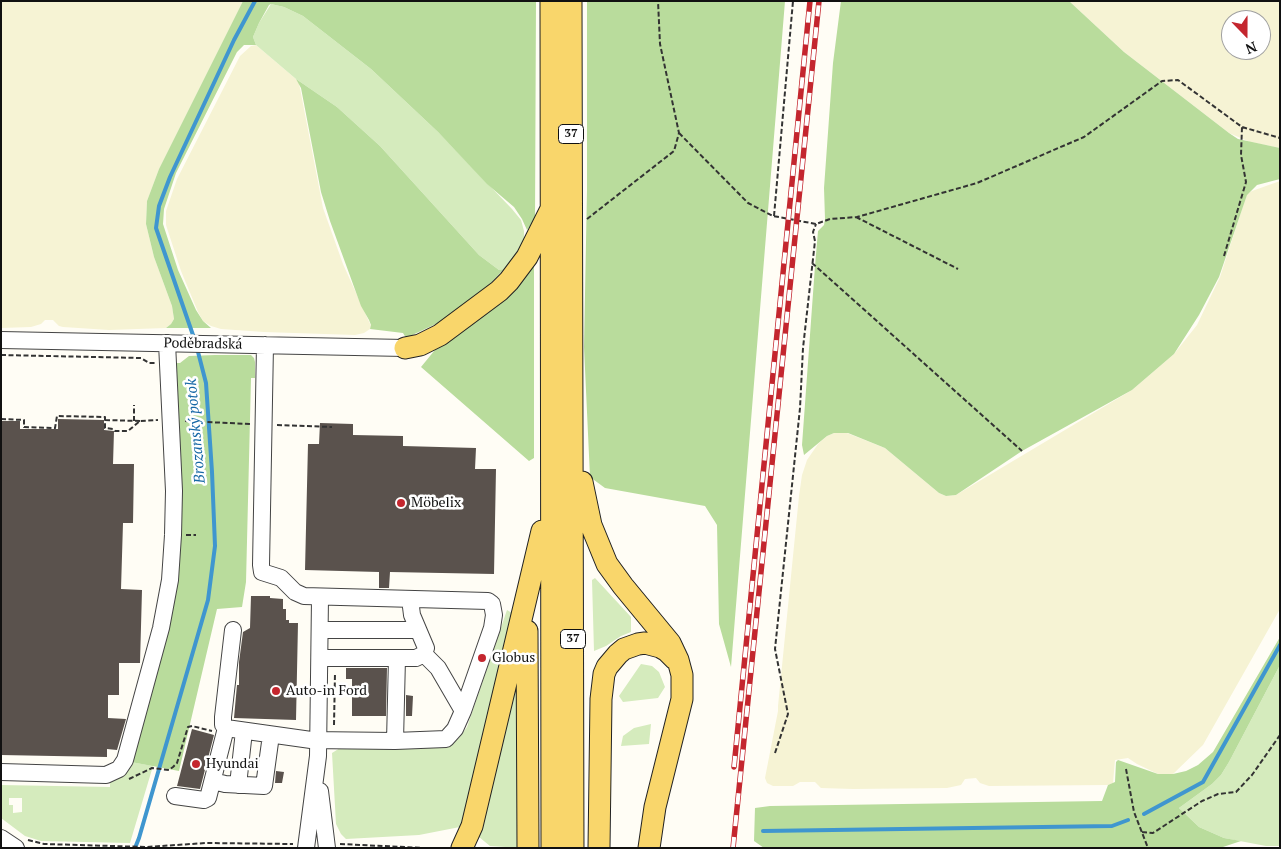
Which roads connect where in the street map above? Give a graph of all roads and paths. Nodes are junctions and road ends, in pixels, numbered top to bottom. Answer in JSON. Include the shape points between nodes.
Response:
{"nodes":[{"id":1,"x":551,"y":1,"type":"edge"},
{"id":2,"x":571,"y":1,"type":"edge"},
{"id":3,"x":658,"y":1,"type":"edge"},
{"id":4,"x":793,"y":1,"type":"edge"},
{"id":5,"x":1242,"y":127,"type":"junction"},
{"id":6,"x":679,"y":134,"type":"junction"},
{"id":7,"x":1280,"y":138,"type":"edge"},
{"id":8,"x":552,"y":206,"type":"junction"},
{"id":9,"x":774,"y":216,"type":"junction"},
{"id":10,"x":856,"y":217,"type":"junction"},
{"id":11,"x":816,"y":224,"type":"junction"},
{"id":12,"x":572,"y":232,"type":"junction"},
{"id":13,"x":1224,"y":256,"type":"dead end"},
{"id":14,"x":812,"y":263,"type":"junction"},
{"id":15,"x":958,"y":269,"type":"dead end"},
{"id":16,"x":1,"y":340,"type":"edge"},
{"id":17,"x":167,"y":343,"type":"junction"},
{"id":18,"x":266,"y":345,"type":"junction"},
{"id":19,"x":406,"y":348,"type":"joint"},
{"id":20,"x":1,"y":355,"type":"edge"},
{"id":21,"x":167,"y":363,"type":"junction"},
{"id":22,"x":134,"y":405,"type":"dead end"},
{"id":23,"x":1,"y":419,"type":"edge"},
{"id":24,"x":105,"y":420,"type":"junction"},
{"id":25,"x":170,"y":420,"type":"junction"},
{"id":26,"x":134,"y":421,"type":"junction"},
{"id":27,"x":140,"y":421,"type":"junction"},
{"id":28,"x":217,"y":422,"type":"dead end"},
{"id":29,"x":572,"y":430,"type":"junction"},
{"id":30,"x":1022,"y":451,"type":"dead end"},
{"id":31,"x":551,"y":479,"type":"junction"},
{"id":32,"x":320,"y":598,"type":"junction"},
{"id":33,"x":527,"y":598,"type":"junction"},
{"id":34,"x":410,"y":599,"type":"junction"},
{"id":35,"x":233,"y":630,"type":"dead end"},
{"id":36,"x":320,"y":630,"type":"junction"},
{"id":37,"x":418,"y":630,"type":"junction"},
{"id":38,"x":424,"y":654,"type":"junction"},
{"id":39,"x":320,"y":658,"type":"junction"},
{"id":40,"x":397,"y":658,"type":"junction"},
{"id":41,"x":682,"y":675,"type":"junction"},
{"id":42,"x":463,"y":711,"type":"junction"},
{"id":43,"x":225,"y":731,"type":"junction"},
{"id":44,"x":244,"y":731,"type":"junction"},
{"id":45,"x":270,"y":735,"type":"junction"},
{"id":46,"x":1280,"y":735,"type":"edge"},
{"id":47,"x":396,"y":741,"type":"junction"},
{"id":48,"x":318,"y":748,"type":"junction"},
{"id":49,"x":775,"y":753,"type":"dead end"},
{"id":50,"x":152,"y":768,"type":"dead end"},
{"id":51,"x":1126,"y":769,"type":"dead end"},
{"id":52,"x":1,"y":772,"type":"edge"},
{"id":53,"x":213,"y":781,"type":"junction"},
{"id":54,"x":238,"y":785,"type":"junction"},
{"id":55,"x":175,"y":796,"type":"dead end"},
{"id":56,"x":1142,"y":832,"type":"junction"},
{"id":57,"x":1,"y":838,"type":"edge"},
{"id":58,"x":21,"y":843,"type":"edge"},
{"id":59,"x":302,"y":846,"type":"edge"},
{"id":60,"x":332,"y":846,"type":"edge"},
{"id":61,"x":128,"y":847,"type":"edge"},
{"id":62,"x":146,"y":847,"type":"edge"},
{"id":63,"x":425,"y":848,"type":"edge"},
{"id":64,"x":462,"y":848,"type":"edge"},
{"id":65,"x":528,"y":848,"type":"edge"},
{"id":66,"x":552,"y":848,"type":"edge"},
{"id":67,"x":573,"y":848,"type":"edge"},
{"id":68,"x":599,"y":848,"type":"edge"},
{"id":69,"x":649,"y":848,"type":"edge"},
{"id":70,"x":1148,"y":848,"type":"edge"}],
"edges":[{"from":1,"to":8,"type":"main road","number":"37"},
{"from":2,"to":12,"type":"main road","number":"37"},
{"from":3,"to":6,"type":"path","via":[[660,44]]},
{"from":4,"to":9,"type":"path"},
{"from":5,"to":7,"type":"path"},
{"from":5,"to":10,"type":"path","via":[[1178,80],[1162,81],[1084,136],[977,183]]},
{"from":5,"to":13,"type":"path","via":[[1241,155],[1246,182]]},
{"from":6,"to":9,"type":"path","via":[[748,203]]},
{"from":6,"to":12,"type":"path","via":[[674,151]]},
{"from":8,"to":19,"type":"main road","via":[[527,257],[499,291],[440,335]]},
{"from":8,"to":31,"type":"main road","number":"37"},
{"from":9,"to":11,"type":"path"},
{"from":10,"to":11,"type":"path","via":[[830,219]]},
{"from":10,"to":15,"type":"path"},
{"from":11,"to":14,"type":"path"},
{"from":12,"to":29,"type":"main road","number":"37"},
{"from":14,"to":30,"type":"path"},
{"from":14,"to":49,"type":"path","via":[[775,649],[788,714]]},
{"from":16,"to":17,"type":"street","name":"Poděbradská"},
{"from":17,"to":18,"type":"street","name":"Poděbradská"},
{"from":17,"to":21,"type":"street"},
{"from":18,"to":19,"type":"street","name":"Poděbradská"},
{"from":18,"to":32,"type":"street","via":[[261,569],[264,574],[286,581],[300,595]]},
{"from":20,"to":21,"type":"path","via":[[141,358],[149,363]]},
{"from":21,"to":25,"type":"street"},
{"from":22,"to":26,"type":"path"},
{"from":23,"to":24,"type":"path","via":[[24,420],[24,427],[54,428],[57,416],[105,417]]},
{"from":24,"to":26,"type":"path"},
{"from":24,"to":27,"type":"path","via":[[105,428],[115,431],[128,431]]},
{"from":25,"to":27,"type":"path"},
{"from":25,"to":28,"type":"path"},
{"from":25,"to":52,"type":"street","via":[[174,491],[170,580],[161,628],[124,763],[119,769],[102,775]]},
{"from":26,"to":27,"type":"path"},
{"from":29,"to":41,"type":"main road","via":[[588,512],[601,551],[623,586],[670,643]]},
{"from":29,"to":67,"type":"main road","number":"37"},
{"from":31,"to":33,"type":"main road"},
{"from":31,"to":66,"type":"main road","number":"37"},
{"from":32,"to":34,"type":"street"},
{"from":32,"to":36,"type":"street"},
{"from":33,"to":64,"type":"main road","via":[[472,826]]},
{"from":33,"to":65,"type":"main road"},
{"from":34,"to":37,"type":"street"},
{"from":34,"to":42,"type":"street","via":[[488,601],[492,604],[492,628]]},
{"from":35,"to":43,"type":"street","via":[[223,717]]},
{"from":36,"to":37,"type":"street"},
{"from":36,"to":39,"type":"street"},
{"from":37,"to":38,"type":"street","via":[[425,644]]},
{"from":38,"to":40,"type":"street","via":[[416,658]]},
{"from":38,"to":42,"type":"street","via":[[438,668]]},
{"from":39,"to":40,"type":"street"},
{"from":39,"to":48,"type":"street"},
{"from":40,"to":47,"type":"street"},
{"from":41,"to":68,"type":"main road","via":[[667,650],[645,643],[624,649],[607,667],[601,699]]},
{"from":41,"to":69,"type":"main road","via":[[682,699],[655,806]]},
{"from":42,"to":47,"type":"street","via":[[455,729],[446,739]]},
{"from":43,"to":44,"type":"street"},
{"from":43,"to":50,"type":"path","via":[[188,727],[177,763],[167,770]]},
{"from":43,"to":53,"type":"street"},
{"from":44,"to":45,"type":"street"},
{"from":44,"to":54,"type":"street"},
{"from":45,"to":48,"type":"street"},
{"from":45,"to":54,"type":"street","via":[[264,786]]},
{"from":46,"to":56,"type":"path","via":[[1236,792],[1218,794],[1152,833]]},
{"from":47,"to":48,"type":"street"},
{"from":48,"to":59,"type":"street"},
{"from":48,"to":60,"type":"street","via":[[319,787]]},
{"from":51,"to":56,"type":"path","via":[[1134,812]]},
{"from":53,"to":54,"type":"street"},
{"from":53,"to":55,"type":"street","via":[[206,800]]},
{"from":56,"to":70,"type":"path"},
{"from":57,"to":58,"type":"street"},
{"from":58,"to":61,"type":"path"},
{"from":59,"to":62,"type":"path","via":[[206,843]]},
{"from":60,"to":63,"type":"path"},
{"from":61,"to":62,"type":"path"}]}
───
• _PROBLEM_:
All lines in the records that contain "name" are to be copied and returned.

• _OUTPUT_:
{"from":16,"to":17,"type":"street","name":"Poděbradská"},
{"from":17,"to":18,"type":"street","name":"Poděbradská"},
{"from":18,"to":19,"type":"street","name":"Poděbradská"},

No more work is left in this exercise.